_What you will do_
Wherever a picture appears, leave it out, and transcribe the rest of the records exactly.

[[ Supplied information, beginning ]]

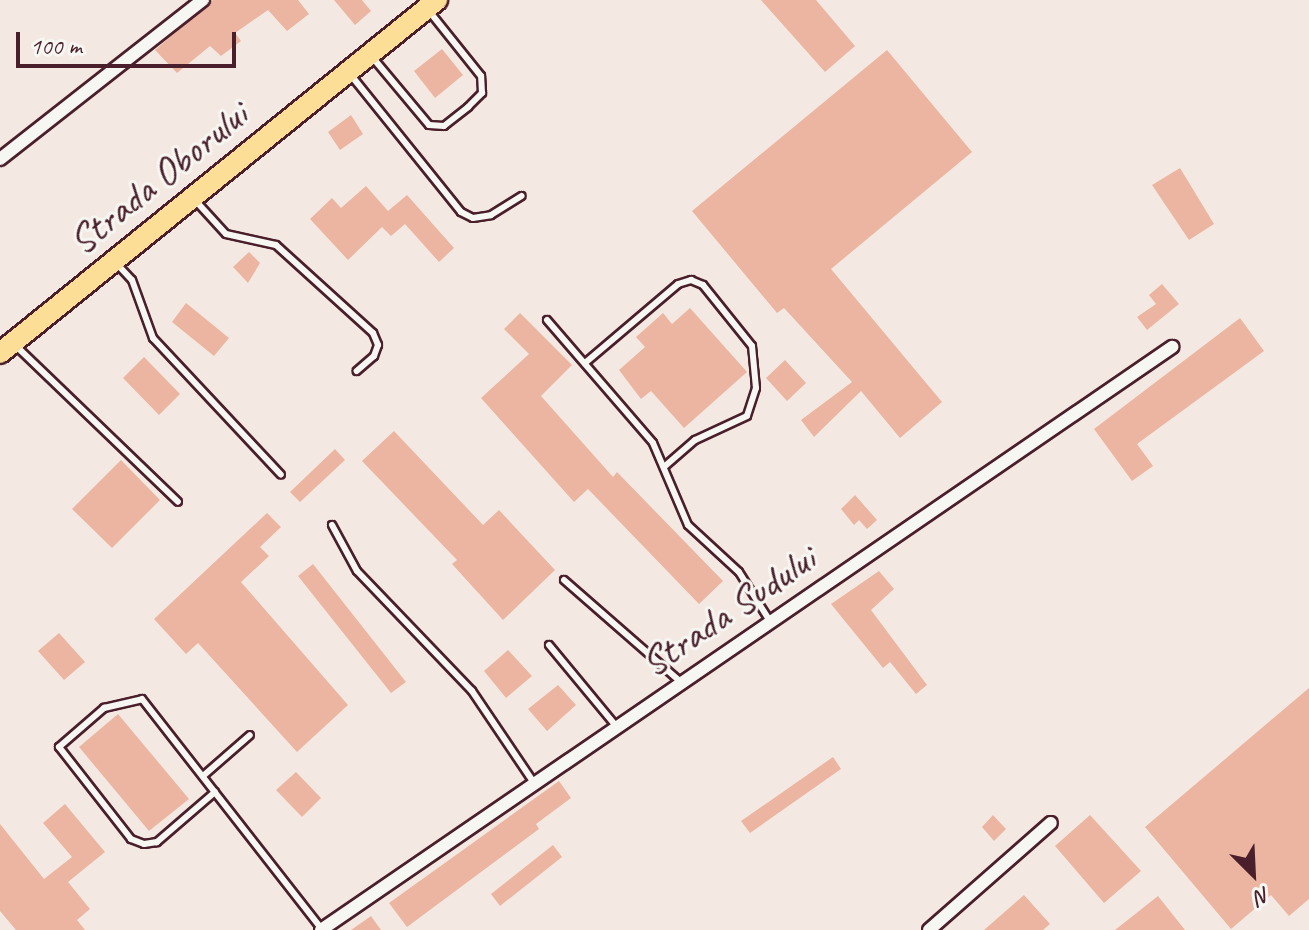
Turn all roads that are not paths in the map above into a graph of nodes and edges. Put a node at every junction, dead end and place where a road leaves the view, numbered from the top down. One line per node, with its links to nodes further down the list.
1 (203, 0): 5 (street)
2 (432, 4): 3 (main road, Strada Oborului); 3 (lane)
3 (369, 54): 4 (main road, Strada Oborului)
4 (347, 72): 6 (main road, Strada Oborului); 7 (lane)
5 (0, 159)
6 (191, 196): 8 (main road, Strada Oborului); 13 (lane)
7 (521, 196)
8 (113, 260): 11 (main road, Strada Oborului); 15 (lane)
9 (547, 320): 12 (lane)
10 (1172, 347): 19 (street, Strada Sudului)
11 (6, 348): 16 (lane)
12 (585, 363): 14 (lane); 14 (lane)
13 (357, 371)
14 (665, 466): 19 (lane)
15 (281, 475)
16 (178, 502)
17 (332, 525): 25 (lane)
18 (564, 580): 21 (lane)
19 (770, 621): 21 (street, Strada Sudului)
20 (549, 645): 22 (lane)
21 (681, 682): 22 (street, Strada Sudului)
22 (616, 726): 25 (street, Strada Sudului)
23 (250, 735): 24 (lane)
24 (203, 776): 26 (lane); 26 (lane)
25 (534, 783): 28 (street, Strada Sudului)
26 (215, 792): 28 (lane)
27 (1051, 823): 29 (street)
28 (322, 930)
29 (929, 930)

[[ Supplied information, end ]]

_Response below_
Turn all roads that are not paths in the map above into a graph of nodes and edges. Put a node at every junction, dead end and place where a road leaves the view, numbered from the top down. One line per node, with its links to nodes further down the list.
1 (203, 0): 5 (street)
2 (432, 4): 3 (main road, Strada Oborului); 3 (lane)
3 (369, 54): 4 (main road, Strada Oborului)
4 (347, 72): 6 (main road, Strada Oborului); 7 (lane)
5 (0, 159)
6 (191, 196): 8 (main road, Strada Oborului); 13 (lane)
7 (521, 196)
8 (113, 260): 11 (main road, Strada Oborului); 15 (lane)
9 (547, 320): 12 (lane)
10 (1172, 347): 19 (street, Strada Sudului)
11 (6, 348): 16 (lane)
12 (585, 363): 14 (lane); 14 (lane)
13 (357, 371)
14 (665, 466): 19 (lane)
15 (281, 475)
16 (178, 502)
17 (332, 525): 25 (lane)
18 (564, 580): 21 (lane)
19 (770, 621): 21 (street, Strada Sudului)
20 (549, 645): 22 (lane)
21 (681, 682): 22 (street, Strada Sudului)
22 (616, 726): 25 (street, Strada Sudului)
23 (250, 735): 24 (lane)
24 (203, 776): 26 (lane); 26 (lane)
25 (534, 783): 28 (street, Strada Sudului)
26 (215, 792): 28 (lane)
27 (1051, 823): 29 (street)
28 (322, 930)
29 (929, 930)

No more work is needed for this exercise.